Problem to solve: If a line in the listing contains "Chemin", copy it out whole.
**********
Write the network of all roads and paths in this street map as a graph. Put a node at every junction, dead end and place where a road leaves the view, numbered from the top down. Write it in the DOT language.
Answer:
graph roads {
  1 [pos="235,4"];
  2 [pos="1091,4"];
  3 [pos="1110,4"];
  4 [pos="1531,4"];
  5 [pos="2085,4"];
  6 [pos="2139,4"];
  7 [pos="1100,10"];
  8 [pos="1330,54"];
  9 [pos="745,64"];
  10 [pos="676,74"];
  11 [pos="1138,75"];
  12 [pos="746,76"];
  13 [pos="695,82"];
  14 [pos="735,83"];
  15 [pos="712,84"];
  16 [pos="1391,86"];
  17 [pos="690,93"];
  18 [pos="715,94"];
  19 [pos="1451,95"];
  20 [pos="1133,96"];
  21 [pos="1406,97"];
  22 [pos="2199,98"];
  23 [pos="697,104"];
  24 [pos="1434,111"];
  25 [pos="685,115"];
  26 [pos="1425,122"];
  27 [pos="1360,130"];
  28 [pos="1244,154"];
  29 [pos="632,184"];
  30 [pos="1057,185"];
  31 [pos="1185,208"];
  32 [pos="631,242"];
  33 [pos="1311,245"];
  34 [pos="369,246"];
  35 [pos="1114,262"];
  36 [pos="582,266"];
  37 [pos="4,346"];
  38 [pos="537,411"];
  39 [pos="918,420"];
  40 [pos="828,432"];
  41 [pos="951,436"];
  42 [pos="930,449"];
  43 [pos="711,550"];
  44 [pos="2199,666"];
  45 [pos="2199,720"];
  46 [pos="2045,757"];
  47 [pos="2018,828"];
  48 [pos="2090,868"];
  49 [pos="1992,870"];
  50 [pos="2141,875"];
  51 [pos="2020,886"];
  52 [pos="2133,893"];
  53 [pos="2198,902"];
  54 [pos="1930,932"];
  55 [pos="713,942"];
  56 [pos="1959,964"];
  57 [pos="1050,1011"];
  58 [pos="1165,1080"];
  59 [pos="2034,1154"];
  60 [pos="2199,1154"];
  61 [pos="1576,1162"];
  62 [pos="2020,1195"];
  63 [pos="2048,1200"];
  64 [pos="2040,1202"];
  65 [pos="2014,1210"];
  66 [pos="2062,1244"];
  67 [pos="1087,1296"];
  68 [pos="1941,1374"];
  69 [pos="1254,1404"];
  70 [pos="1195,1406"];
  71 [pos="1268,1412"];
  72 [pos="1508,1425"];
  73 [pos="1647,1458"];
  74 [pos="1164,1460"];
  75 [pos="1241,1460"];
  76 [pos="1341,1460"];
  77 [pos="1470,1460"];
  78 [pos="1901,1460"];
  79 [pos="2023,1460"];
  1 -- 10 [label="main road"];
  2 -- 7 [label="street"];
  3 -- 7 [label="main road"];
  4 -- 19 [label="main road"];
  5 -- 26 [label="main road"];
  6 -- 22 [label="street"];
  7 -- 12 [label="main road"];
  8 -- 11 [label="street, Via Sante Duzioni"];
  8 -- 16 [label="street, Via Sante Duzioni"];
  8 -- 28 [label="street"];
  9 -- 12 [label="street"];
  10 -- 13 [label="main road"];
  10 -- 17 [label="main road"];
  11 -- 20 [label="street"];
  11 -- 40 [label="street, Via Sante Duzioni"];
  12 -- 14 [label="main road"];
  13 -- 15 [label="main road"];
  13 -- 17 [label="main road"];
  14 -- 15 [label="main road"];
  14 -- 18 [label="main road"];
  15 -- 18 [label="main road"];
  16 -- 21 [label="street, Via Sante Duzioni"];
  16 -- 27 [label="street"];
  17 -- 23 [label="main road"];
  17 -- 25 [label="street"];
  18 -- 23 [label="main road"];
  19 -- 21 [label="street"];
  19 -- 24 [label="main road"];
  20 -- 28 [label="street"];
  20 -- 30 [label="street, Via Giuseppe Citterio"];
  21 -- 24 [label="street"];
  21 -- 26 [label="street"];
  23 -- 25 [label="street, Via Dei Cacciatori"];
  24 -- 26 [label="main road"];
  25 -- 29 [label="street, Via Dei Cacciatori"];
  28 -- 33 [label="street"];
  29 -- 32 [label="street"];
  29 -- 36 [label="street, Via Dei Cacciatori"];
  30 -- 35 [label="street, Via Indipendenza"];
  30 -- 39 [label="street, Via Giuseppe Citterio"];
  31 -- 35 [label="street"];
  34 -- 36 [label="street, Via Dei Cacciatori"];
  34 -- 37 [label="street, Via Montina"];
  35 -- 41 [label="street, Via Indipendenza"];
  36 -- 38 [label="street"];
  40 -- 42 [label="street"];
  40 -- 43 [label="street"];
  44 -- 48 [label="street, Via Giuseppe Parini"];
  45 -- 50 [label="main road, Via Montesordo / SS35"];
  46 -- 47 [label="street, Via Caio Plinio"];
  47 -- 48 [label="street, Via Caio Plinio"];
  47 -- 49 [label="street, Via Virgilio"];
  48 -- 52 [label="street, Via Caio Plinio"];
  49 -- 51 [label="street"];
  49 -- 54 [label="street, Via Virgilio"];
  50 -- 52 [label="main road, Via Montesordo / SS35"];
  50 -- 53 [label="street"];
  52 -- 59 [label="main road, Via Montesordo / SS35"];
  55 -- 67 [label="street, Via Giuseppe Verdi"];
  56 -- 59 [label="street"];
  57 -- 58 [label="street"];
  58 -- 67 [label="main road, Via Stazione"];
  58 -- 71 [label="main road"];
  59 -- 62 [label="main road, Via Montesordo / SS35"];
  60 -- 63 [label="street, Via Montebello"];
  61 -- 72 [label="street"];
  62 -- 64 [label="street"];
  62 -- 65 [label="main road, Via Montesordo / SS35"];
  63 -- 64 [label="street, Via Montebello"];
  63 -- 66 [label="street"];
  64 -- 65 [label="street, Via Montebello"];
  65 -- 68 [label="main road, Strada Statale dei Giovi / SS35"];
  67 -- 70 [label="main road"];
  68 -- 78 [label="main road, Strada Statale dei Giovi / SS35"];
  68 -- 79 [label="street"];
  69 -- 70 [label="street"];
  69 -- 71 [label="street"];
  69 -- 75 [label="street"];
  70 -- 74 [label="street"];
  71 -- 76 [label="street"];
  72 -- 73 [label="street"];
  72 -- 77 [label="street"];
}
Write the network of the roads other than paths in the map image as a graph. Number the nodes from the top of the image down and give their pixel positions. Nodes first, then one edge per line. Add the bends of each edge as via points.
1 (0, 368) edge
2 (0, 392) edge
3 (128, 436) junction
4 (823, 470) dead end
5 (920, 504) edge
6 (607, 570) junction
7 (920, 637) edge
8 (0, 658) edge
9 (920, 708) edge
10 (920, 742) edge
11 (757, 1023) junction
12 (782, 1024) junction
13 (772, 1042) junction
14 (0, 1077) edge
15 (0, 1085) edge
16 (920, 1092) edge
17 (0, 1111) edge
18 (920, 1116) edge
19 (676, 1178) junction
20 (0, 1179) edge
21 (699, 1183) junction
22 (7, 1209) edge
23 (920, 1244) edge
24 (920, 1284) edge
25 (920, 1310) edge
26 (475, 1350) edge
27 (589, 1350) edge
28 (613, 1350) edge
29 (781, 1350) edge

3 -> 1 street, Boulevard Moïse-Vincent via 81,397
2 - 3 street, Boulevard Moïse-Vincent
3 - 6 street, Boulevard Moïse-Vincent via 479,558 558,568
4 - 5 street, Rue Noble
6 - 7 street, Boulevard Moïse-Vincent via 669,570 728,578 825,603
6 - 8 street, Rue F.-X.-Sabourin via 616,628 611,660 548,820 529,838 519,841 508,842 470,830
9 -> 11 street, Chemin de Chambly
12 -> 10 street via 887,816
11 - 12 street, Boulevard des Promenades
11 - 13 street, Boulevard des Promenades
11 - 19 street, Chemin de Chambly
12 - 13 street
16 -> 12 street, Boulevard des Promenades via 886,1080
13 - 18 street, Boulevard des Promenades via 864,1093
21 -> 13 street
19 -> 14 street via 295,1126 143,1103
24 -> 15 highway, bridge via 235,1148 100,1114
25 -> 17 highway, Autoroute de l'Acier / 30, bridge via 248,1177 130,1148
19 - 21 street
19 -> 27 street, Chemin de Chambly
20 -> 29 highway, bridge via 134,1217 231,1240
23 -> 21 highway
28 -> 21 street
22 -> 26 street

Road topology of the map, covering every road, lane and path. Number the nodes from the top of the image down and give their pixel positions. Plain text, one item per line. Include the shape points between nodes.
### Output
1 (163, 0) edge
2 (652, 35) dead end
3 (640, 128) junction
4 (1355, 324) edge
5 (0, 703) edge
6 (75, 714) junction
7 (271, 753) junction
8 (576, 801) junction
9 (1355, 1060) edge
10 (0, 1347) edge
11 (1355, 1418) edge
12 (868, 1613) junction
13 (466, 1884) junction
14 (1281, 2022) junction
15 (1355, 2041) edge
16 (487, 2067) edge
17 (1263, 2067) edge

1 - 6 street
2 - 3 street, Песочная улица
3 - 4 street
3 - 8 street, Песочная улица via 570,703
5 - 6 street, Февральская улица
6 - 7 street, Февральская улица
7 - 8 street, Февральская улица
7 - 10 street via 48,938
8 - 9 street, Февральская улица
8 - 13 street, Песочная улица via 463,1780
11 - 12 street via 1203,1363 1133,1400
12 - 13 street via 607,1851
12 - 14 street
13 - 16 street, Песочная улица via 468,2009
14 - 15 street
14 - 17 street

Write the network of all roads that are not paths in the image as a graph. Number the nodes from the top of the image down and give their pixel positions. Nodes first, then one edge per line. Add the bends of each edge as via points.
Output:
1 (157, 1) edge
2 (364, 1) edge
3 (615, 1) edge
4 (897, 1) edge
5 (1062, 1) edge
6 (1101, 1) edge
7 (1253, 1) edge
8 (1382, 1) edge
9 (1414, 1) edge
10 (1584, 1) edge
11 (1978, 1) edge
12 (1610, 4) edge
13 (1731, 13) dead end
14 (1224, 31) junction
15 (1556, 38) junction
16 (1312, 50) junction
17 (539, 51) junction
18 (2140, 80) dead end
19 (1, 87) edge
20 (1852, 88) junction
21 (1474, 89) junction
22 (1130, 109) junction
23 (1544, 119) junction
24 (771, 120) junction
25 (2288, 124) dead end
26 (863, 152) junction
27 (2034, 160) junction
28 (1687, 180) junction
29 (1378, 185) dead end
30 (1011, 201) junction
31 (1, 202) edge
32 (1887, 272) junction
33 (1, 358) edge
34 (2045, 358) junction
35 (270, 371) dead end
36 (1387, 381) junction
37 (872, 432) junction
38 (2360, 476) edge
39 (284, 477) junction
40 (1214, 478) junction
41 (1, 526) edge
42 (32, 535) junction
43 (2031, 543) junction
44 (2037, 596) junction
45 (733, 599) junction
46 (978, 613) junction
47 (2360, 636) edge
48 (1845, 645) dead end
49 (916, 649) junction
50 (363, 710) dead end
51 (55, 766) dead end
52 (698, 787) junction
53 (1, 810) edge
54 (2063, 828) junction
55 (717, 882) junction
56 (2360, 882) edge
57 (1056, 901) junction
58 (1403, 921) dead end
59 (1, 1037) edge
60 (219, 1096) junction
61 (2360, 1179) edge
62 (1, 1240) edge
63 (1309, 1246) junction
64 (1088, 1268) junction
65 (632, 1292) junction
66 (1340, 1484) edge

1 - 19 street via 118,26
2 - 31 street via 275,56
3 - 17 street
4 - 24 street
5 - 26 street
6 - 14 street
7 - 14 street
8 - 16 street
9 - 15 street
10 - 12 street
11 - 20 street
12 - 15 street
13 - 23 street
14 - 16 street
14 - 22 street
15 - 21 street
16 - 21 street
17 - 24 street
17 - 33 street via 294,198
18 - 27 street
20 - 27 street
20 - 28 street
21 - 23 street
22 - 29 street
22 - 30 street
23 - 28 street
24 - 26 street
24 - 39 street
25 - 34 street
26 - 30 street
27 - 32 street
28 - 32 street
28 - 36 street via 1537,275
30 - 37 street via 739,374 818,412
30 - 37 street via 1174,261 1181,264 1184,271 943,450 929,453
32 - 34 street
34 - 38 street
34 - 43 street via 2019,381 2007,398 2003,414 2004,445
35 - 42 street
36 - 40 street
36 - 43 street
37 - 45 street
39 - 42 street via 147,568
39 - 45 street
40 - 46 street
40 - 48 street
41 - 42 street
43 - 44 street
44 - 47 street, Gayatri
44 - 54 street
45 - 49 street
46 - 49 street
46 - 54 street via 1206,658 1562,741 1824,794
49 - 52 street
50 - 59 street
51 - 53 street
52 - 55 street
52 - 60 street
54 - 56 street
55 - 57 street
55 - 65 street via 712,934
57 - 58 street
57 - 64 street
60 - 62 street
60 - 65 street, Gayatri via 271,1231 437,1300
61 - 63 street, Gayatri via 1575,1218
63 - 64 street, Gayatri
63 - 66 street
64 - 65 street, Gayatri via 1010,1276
**********
Reply to the exercise:
9 -> 11 street, Chemin de Chambly
11 - 19 street, Chemin de Chambly
19 -> 27 street, Chemin de Chambly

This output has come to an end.